If you're only setting an access token and using the default GoCardless environment (live):
import com.gocardless.GoCardlessClient;
String accessToken = "foo";
// Before
GoCardlessClient client = GoCardlessClient.create(accessToken)
// After
GoCardlessClient client = GoCardlessClient.newBuilder(accessToken).build();
If you're customising the environment as well:
import com.gocardless.GoCardlessClient;
String accessToken = "foo";
// Before
GoCardlessClient client = GoCardlessClient.create(accessToken, GoCardlessClient.Environment.SANDBOX)
// After
GoCardlessClient client = GoCardlessClient.newBuilder(accessToken)

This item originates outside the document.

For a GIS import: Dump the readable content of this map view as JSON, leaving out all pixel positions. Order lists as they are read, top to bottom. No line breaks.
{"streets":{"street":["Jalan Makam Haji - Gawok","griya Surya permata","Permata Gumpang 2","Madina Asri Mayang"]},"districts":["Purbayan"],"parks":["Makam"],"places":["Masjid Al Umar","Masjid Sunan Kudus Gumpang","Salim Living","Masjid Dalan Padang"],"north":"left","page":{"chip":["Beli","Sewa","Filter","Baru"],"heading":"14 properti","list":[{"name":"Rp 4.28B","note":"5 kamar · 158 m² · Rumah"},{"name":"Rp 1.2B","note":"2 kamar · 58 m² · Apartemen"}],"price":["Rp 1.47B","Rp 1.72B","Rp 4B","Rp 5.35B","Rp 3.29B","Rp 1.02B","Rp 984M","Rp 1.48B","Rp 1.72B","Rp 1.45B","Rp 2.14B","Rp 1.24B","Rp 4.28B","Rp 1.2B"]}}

.withEnvironment(GoCardlessClient.Environment.SANDBOX)
.build();
Or, if you're customising the base URL:
import com.gocardless.GoCardlessClient;
String accessToken = "foo";
String baseUrl = "https://api.gocardless.com";
// Before
GoCardlessClient client = GoCardlessClient.create(accessToken, baseUrl)
// After
GoCardlessClient client = GoCardlessClient.newBuilder(accessToken)
.withBaseUrl(baseUrl)
.build();
If you were instantiating your own com.gocardless.http.HttpClient
(which is very unlikely unless you
were patching the internals of the library), you'll now need to supply an OkHttpClient
as well as the
access token and base URL.
String accessToken = "foo";
String baseUrl = "https://api.gocardless.com";
// Before
HttpClient rawClient = new HttpClient(accessToken, baseUrl);
// After
HttpClient rawClient = new HttpClient(accessToken, baseUrl, new OkHttpClient());
Once you've instantiated the client, everything works exactly the same as before, so you won't need to change any of your other code.
This library requires JDK version 8 or above.
All requests are logged at INFO
level using SLF4J. Logs will only be sent if you have an SLF4J binding on your classpath - we recommend using Logback.
Full Javadoc can be found here.
This client is auto-generated from Crank, a toolchain that we hope to soon open source. Issues should for now be reported on this repository. Please do not modify the source code yourself, your changes will be overridden!